Issues relating to Blue Cross Blue Shield, the Affordable Care Act, the Dodd-Frank Consumer Protection Act and the State Health Insurance Counseling Program were featured at a debate Tuesday, Sept. 27, among candidates for North Dakota insurance commissioner.

The three candidates - Democrat Ruth Buffalo, Republican Jon Godfread and Libertarian Nick Bata - gathered at Prairie Public studio in downtown Fargo for the debate, which was sponsored by the broadcaster and AARP. The candidates, who all ran unopposed in their parties' primaries, aim to replace incumbent Adam Hamm, who is not seeking re-election Nov. 8.

Godfread, who described himself as an "insurance nerd," said he was excited about the role of insurance commissioner and discussed the position's importance in consumer protection.

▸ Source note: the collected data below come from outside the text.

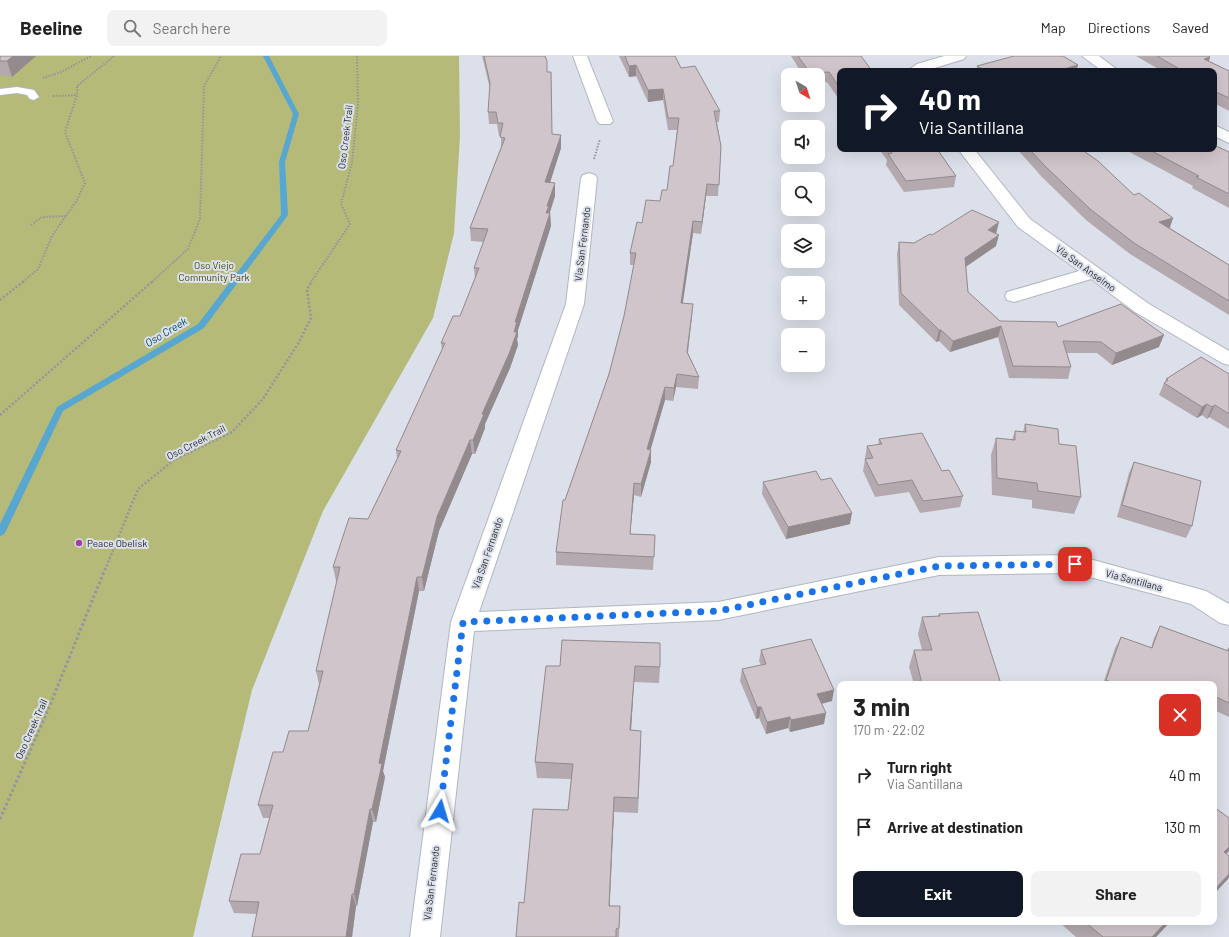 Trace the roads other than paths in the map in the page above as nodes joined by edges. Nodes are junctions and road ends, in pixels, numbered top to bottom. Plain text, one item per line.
1 (580, 56) edge
2 (959, 56) edge
3 (1090, 56) edge
4 (920, 68) edge
5 (1108, 68) edge
6 (0, 92) edge
7 (34, 97) dead end
8 (605, 122) road end
9 (1217, 132) edge
10 (1229, 138) edge
11 (968, 152) edge
12 (589, 178) road end
13 (1093, 273) junction
14 (1014, 296) dead end
15 (1229, 359) edge
16 (1229, 616) edge
17 (463, 622) junction
18 (425, 937) edge

1 - 8 street
2 - 4 street
3 - 5 street
6 - 7 lane
9 - 10 street
11 - 13 street, Via San Anselmo
12 - 17 street, Via San Fernando
13 - 14 street
13 - 15 street, Via San Anselmo
16 - 17 street, Via Santillana
17 - 18 street, Via San Fernando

He is currently vice president of governmental affairs for the Greater North Dakota Chamber.

"You've got really two options when you've got an issue with your insurance company or claim," Godfread said. "It's to take your insurance company to court or to go to the insurance commissioner's office. I'd liken taking your insurance company to court to a modern day David and Goliath. So that's why this office is important."

Buffalo said she has "top three priorities" if she is elected: "increasing access to behavioral health services, forming a stronger partnership with Workforce Safety & Insurance and providing effective community engagement throughout the state."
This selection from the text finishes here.